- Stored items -
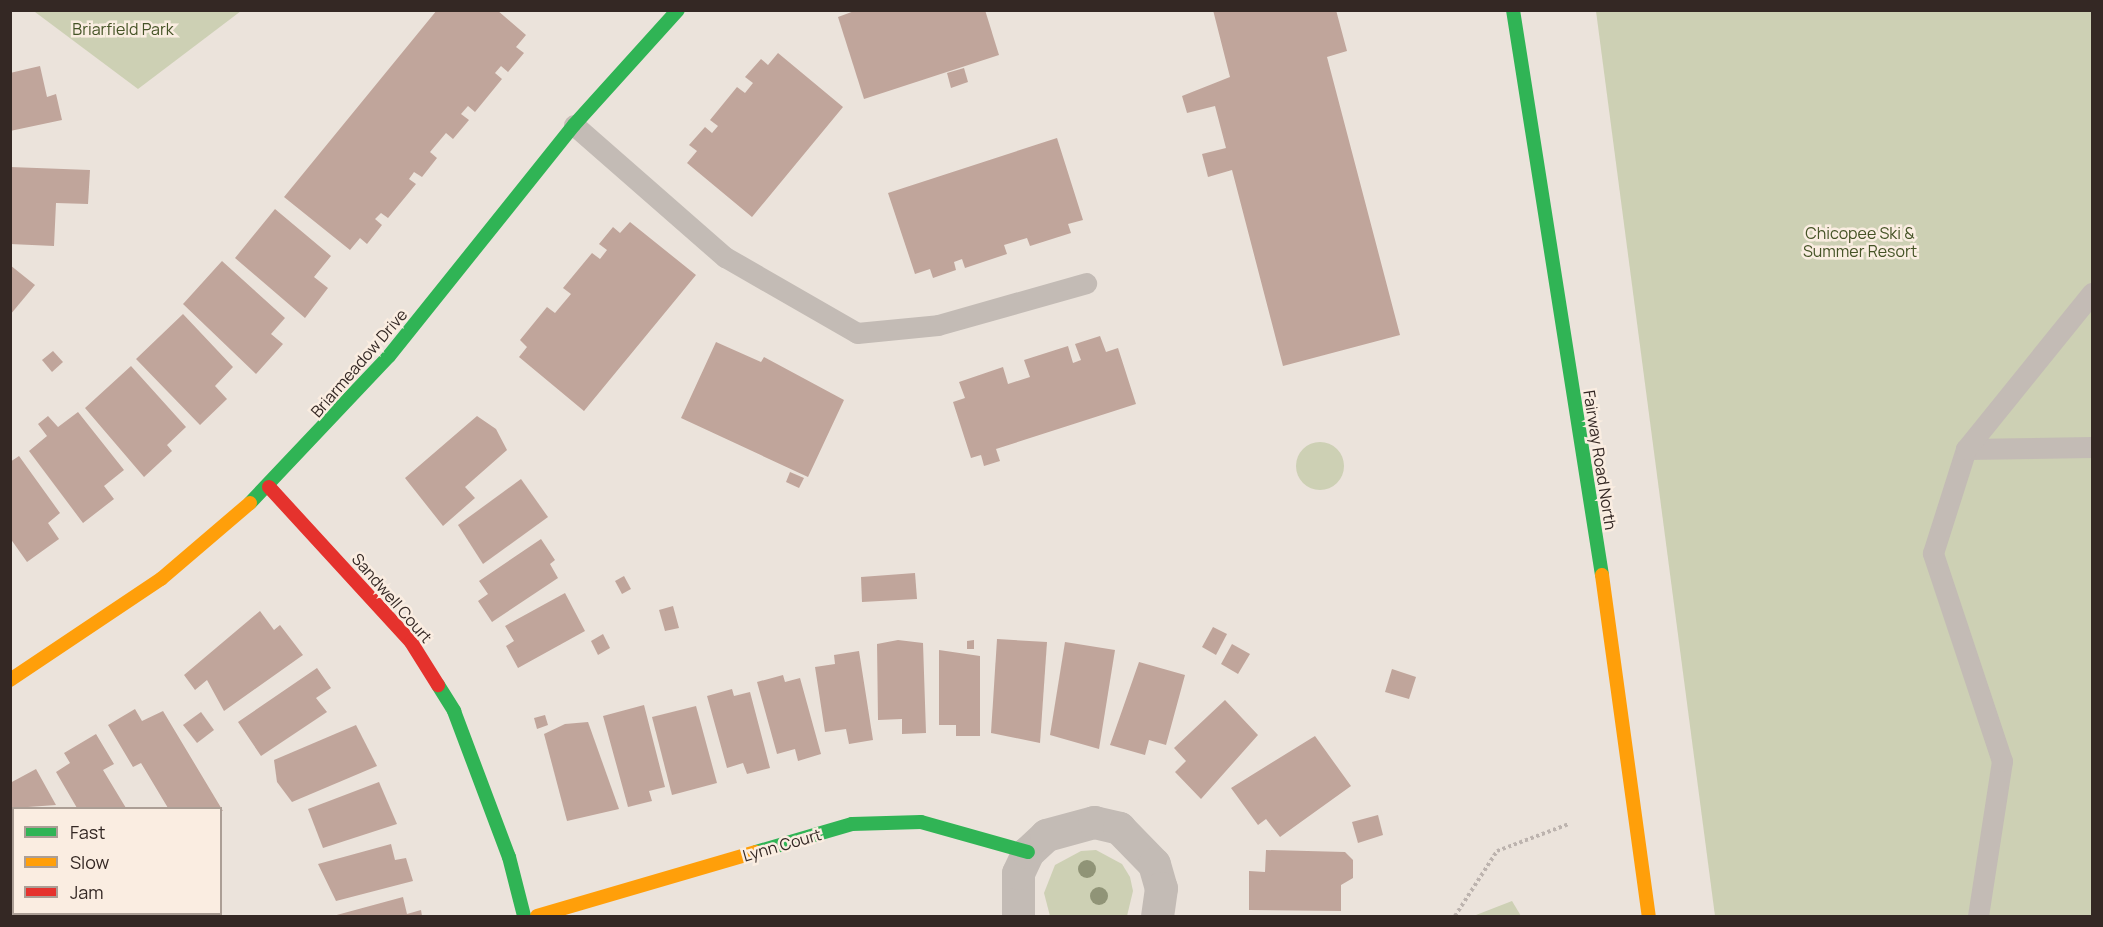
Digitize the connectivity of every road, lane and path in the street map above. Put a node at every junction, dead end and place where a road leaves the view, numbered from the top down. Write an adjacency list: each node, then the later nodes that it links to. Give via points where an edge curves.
1 (678, 10): 3 (street, Briarmeadow Drive)
2 (1513, 10): 17 (street, Fairway Road North, via 1617,668)
3 (574, 125): 4 (lane, via 724,257 857,333 938,325); 8 (street, Briarmeadow Drive, via 389,356)
4 (1086, 283)
5 (2092, 293): 7 (lane)
6 (2092, 447): 7 (lane)
7 (1966, 449): 18 (lane, via 1933,554 2002,761)
8 (268, 487): 9 (street, Briarmeadow Drive, via 161,579); 12 (street, Sandwell Court, via 411,642 454,711 509,857)
9 (10, 680)
10 (1569, 824): 16 (path, via 1497,851)
11 (1028, 852): 13 (street, Lynn Court, via 921,822 852,824); 14 (street, via 1018,873); 15 (street, via 1046,835 1069,824 1094,822 1119,828 1154,864 1161,888)
12 (524, 916)
13 (537, 916)
14 (1018, 916)
15 (1157, 916)
16 (1455, 916)
17 (1650, 916)
18 (1978, 916)

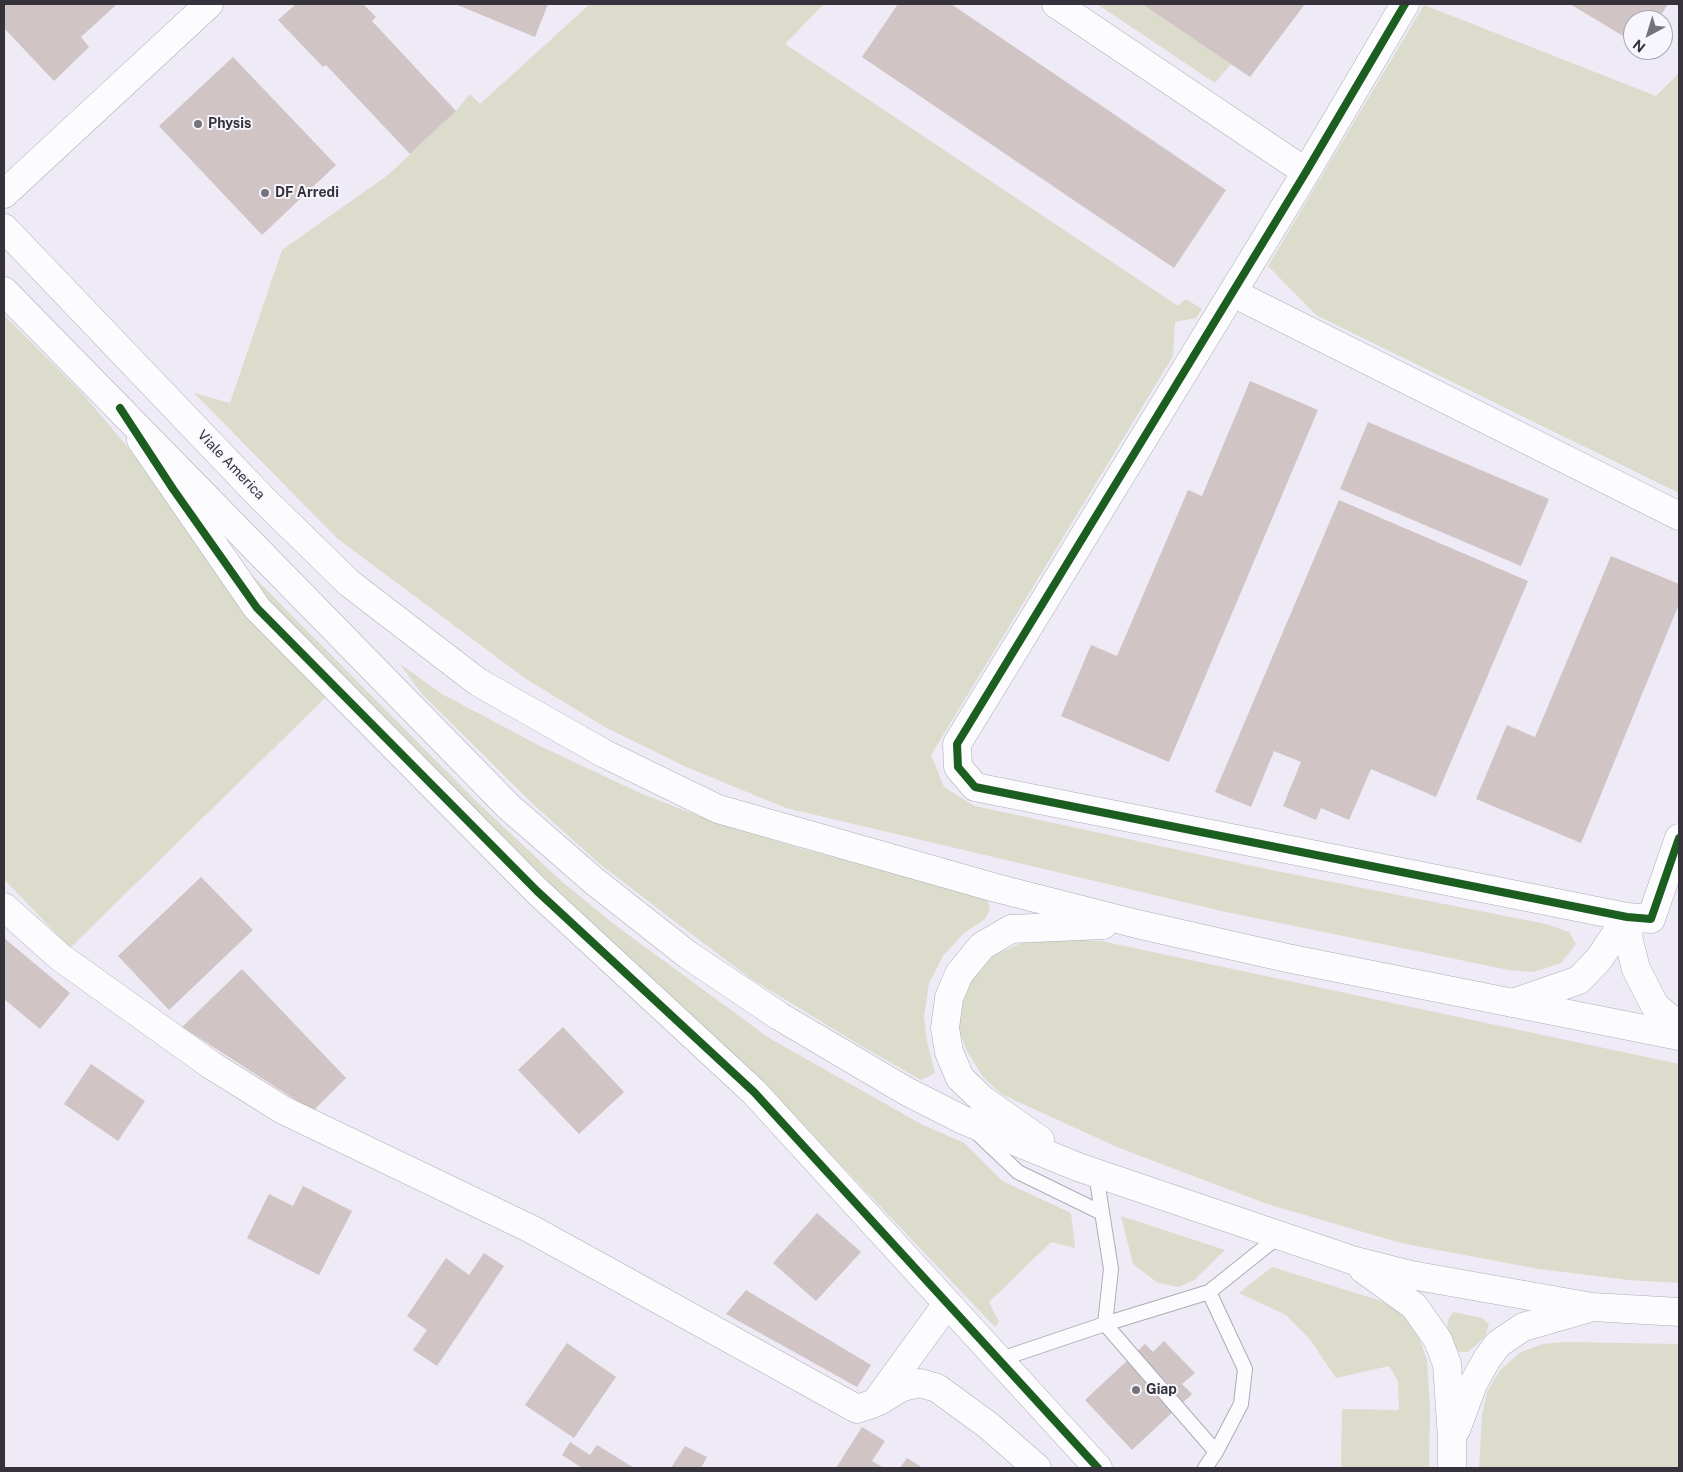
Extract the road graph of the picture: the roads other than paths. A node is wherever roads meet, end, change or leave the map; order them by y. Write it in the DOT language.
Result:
graph roads {
  1 [pos="209,4"];
  2 [pos="1056,4"];
  3 [pos="1405,4"];
  4 [pos="1306,172"];
  5 [pos="4,194"];
  6 [pos="4,228"];
  7 [pos="4,291"];
  8 [pos="1233,293"];
  9 [pos="120,408"];
  10 [pos="1679,516"];
  11 [pos="1679,838"];
  12 [pos="4,906"];
  13 [pos="1627,917"];
  14 [pos="1137,924"];
  15 [pos="1514,1003"];
  16 [pos="1679,1026"];
  17 [pos="1679,1036"];
  18 [pos="963,1120"];
  19 [pos="1087,1170"];
  20 [pos="1102,1213"];
  21 [pos="1279,1236"];
  22 [pos="1352,1260"];
  23 [pos="1209,1292"];
  24 [pos="947,1304"];
  25 [pos="1592,1307"];
  26 [pos="1679,1312"];
  27 [pos="1105,1324"];
  28 [pos="998,1360"];
  29 [pos="876,1403"];
  30 [pos="1452,1438"];
  31 [pos="1216,1452"];
  32 [pos="1037,1468"];
  33 [pos="1098,1468"];
  34 [pos="1205,1468"];
  35 [pos="1452,1468"];
  1 -- 5 [label="street"];
  2 -- 4 [label="street"];
  3 -- 4 [label="street"];
  4 -- 8 [label="street"];
  6 -- 14 [label="street, Viale America"];
  7 -- 9 [label="street"];
  8 -- 10 [label="street"];
  8 -- 13 [label="street"];
  9 -- 18 [label="street"];
  9 -- 24 [label="street"];
  11 -- 13 [label="street"];
  12 -- 29 [label="street"];
  13 -- 15 [label="street"];
  13 -- 16 [label="street"];
  14 -- 15 [label="street"];
  14 -- 19 [label="street"];
  15 -- 17 [label="street"];
  18 -- 19 [label="street"];
  18 -- 20 [label="lane"];
  19 -- 20 [label="lane"];
  19 -- 21 [label="street"];
  20 -- 27 [label="lane"];
  21 -- 22 [label="street"];
  21 -- 23 [label="lane"];
  22 -- 25 [label="street"];
  22 -- 30 [label="street"];
  23 -- 27 [label="lane"];
  23 -- 31 [label="lane"];
  24 -- 28 [label="street"];
  24 -- 29 [label="street"];
  25 -- 26 [label="street"];
  25 -- 30 [label="street"];
  27 -- 28 [label="lane"];
  27 -- 31 [label="lane"];
  28 -- 33 [label="street"];
  29 -- 32 [label="street"];
  30 -- 35 [label="street"];
  31 -- 34 [label="lane"];
}
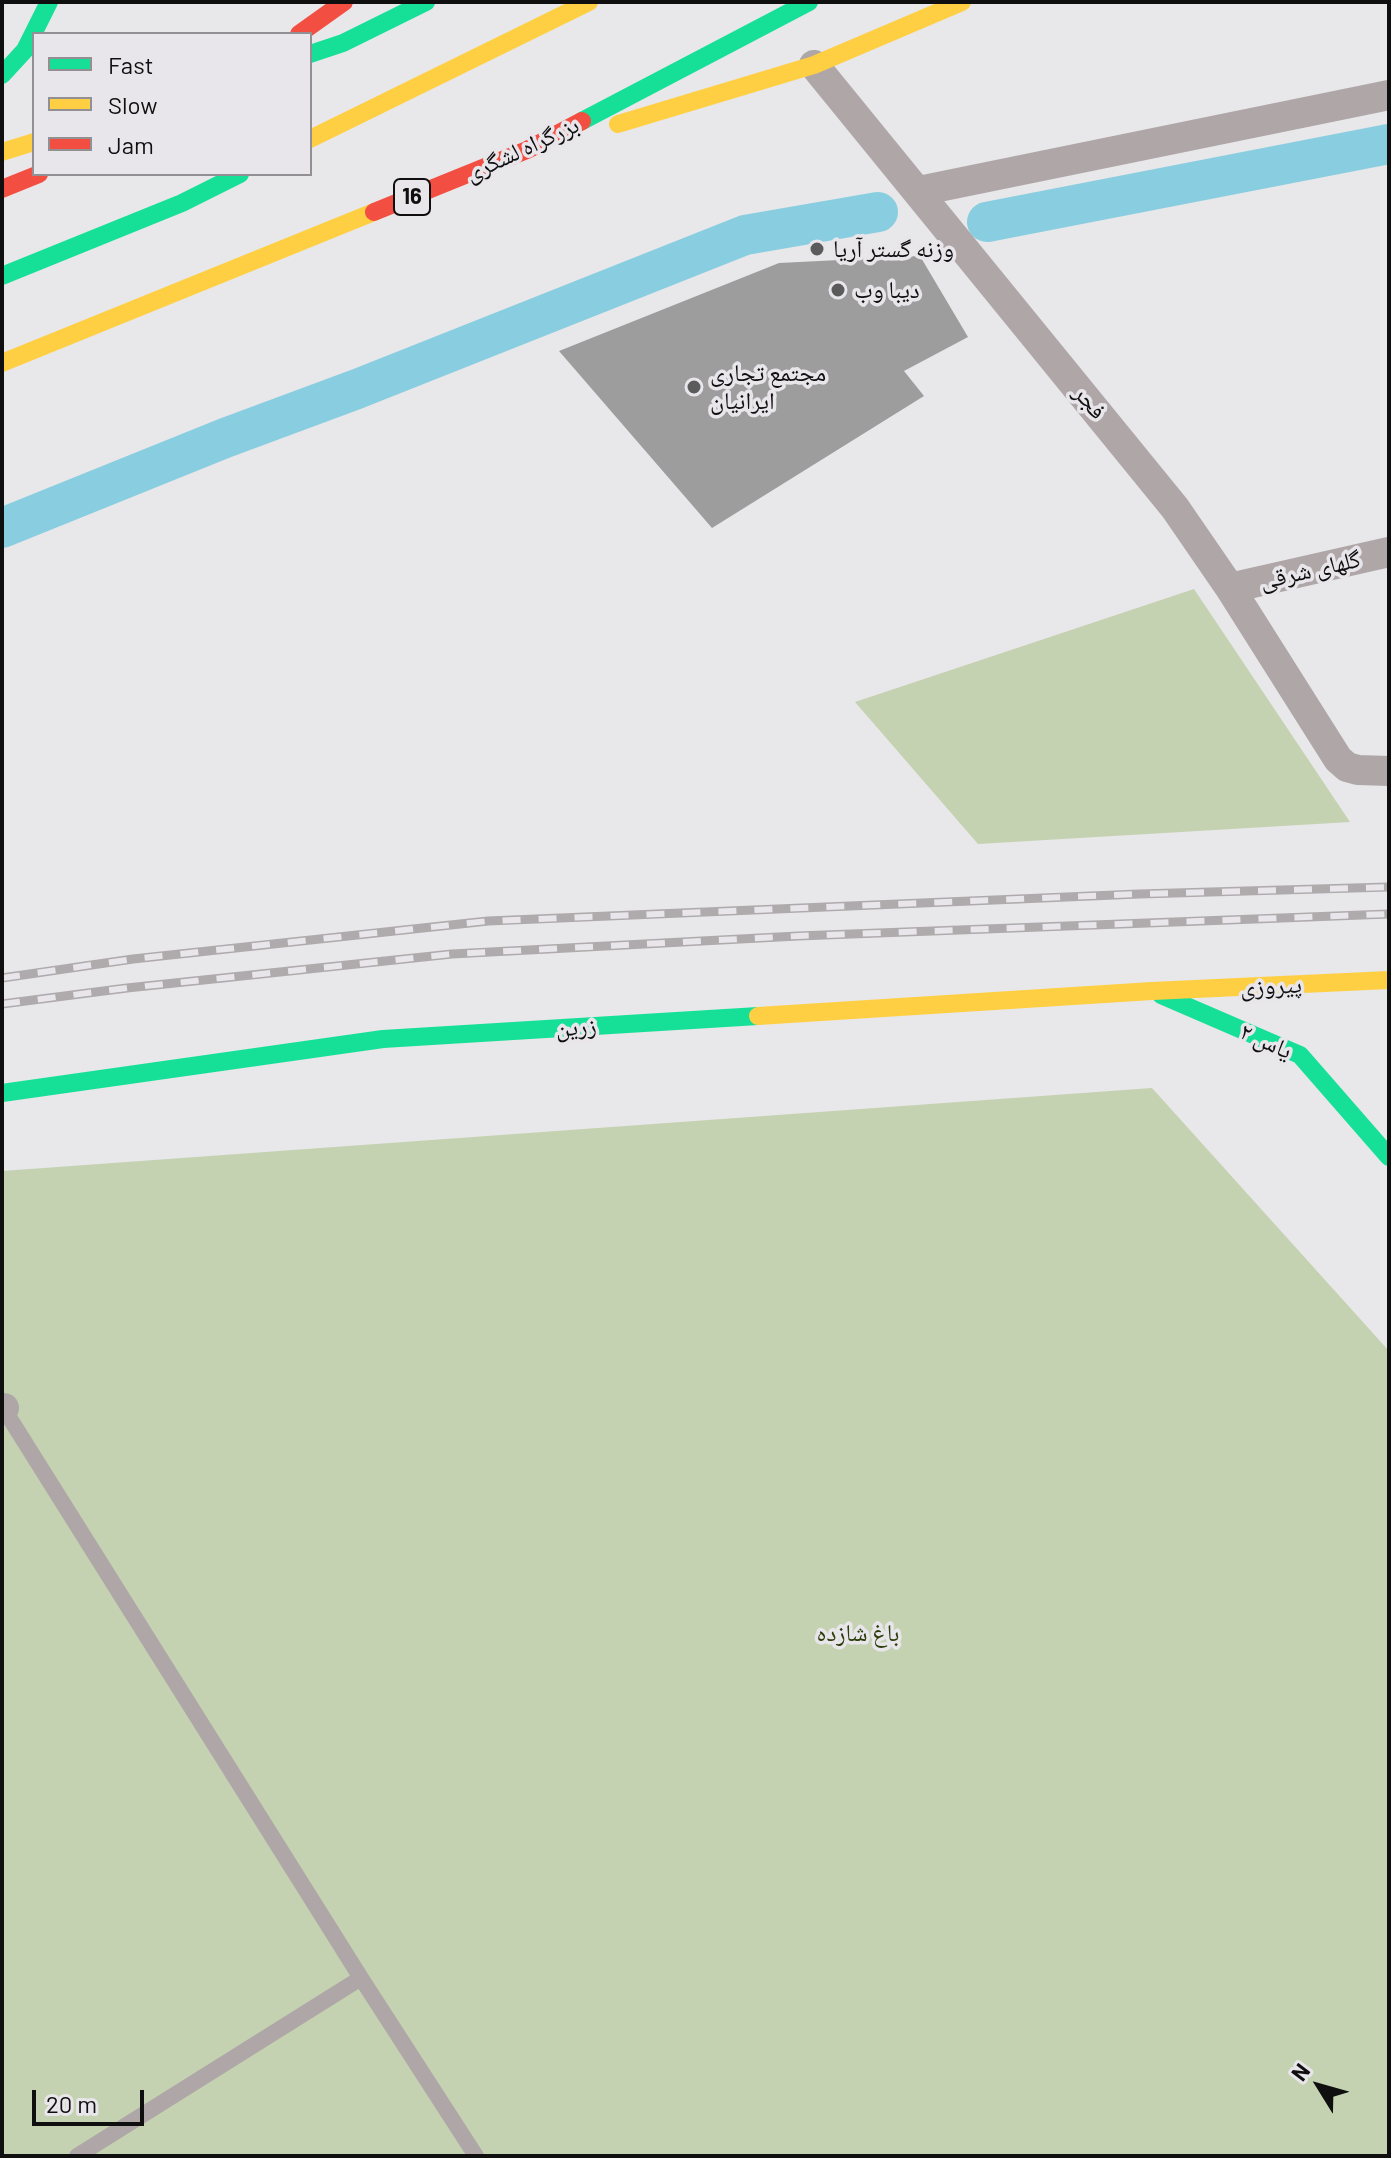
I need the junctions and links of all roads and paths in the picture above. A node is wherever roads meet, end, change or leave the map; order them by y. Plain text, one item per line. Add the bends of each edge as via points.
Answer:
1 (49, 2) edge
2 (344, 2) edge
3 (426, 2) edge
4 (589, 2) edge
5 (809, 2) edge
6 (962, 2) edge
7 (34, 32) edge
8 (302, 32) edge
9 (32, 36) edge
10 (312, 53) edge
11 (814, 65) junction
12 (2, 75) edge
13 (1389, 95) edge
14 (312, 138) edge
15 (32, 143) edge
16 (527, 150) junction
17 (2, 152) edge
18 (34, 176) edge
19 (236, 176) edge
20 (2, 189) edge
21 (919, 191) junction
22 (2, 276) edge
23 (2, 363) edge
24 (1389, 552) edge
25 (1230, 588) junction
26 (1389, 771) edge
27 (1389, 980) edge
28 (1152, 991) junction
29 (2, 1093) edge
30 (1389, 1157) edge
31 (3, 1408) edge
32 (361, 1978) junction
33 (77, 2156) edge
34 (476, 2156) edge

1 - 7 main road
2 - 8 main road
3 - 10 main road
4 - 14 main road
5 - 16 main road, بزرگراه لشگری / 16
6 - 11 main road
9 - 12 main road
11 - 16 main road
11 - 21 street, فجر
13 - 21 street
15 - 17 main road
16 - 23 main road, بزرگراه لشگری / 16
18 - 20 main road
19 - 22 main road
21 - 25 street, فجر via 1175,508
24 - 25 street, گلهای شرقی
25 - 26 street, فجر via 1338,759 1358,770
27 - 28 main road, پیروزی
28 - 29 main road, زرین via 383,1039
28 - 30 main road, یاس ۲ via 1300,1055
31 - 32 lane
32 - 33 lane
32 - 34 lane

- Assignment -
For each line in the records that contains the word "picture", make a copy.

- Answer for this exercise -
Extract the road graph of the picture: the roads other than paths. A node is wherever roads meet, end, change or leave the map; order them by y. Write it in the DOT language.
I need the junctions and links of all roads and paths in the picture above. A node is wherever roads meet, end, change or leave the map; order them by y. Plain text, one item per line. Add the bends of each edge as via points.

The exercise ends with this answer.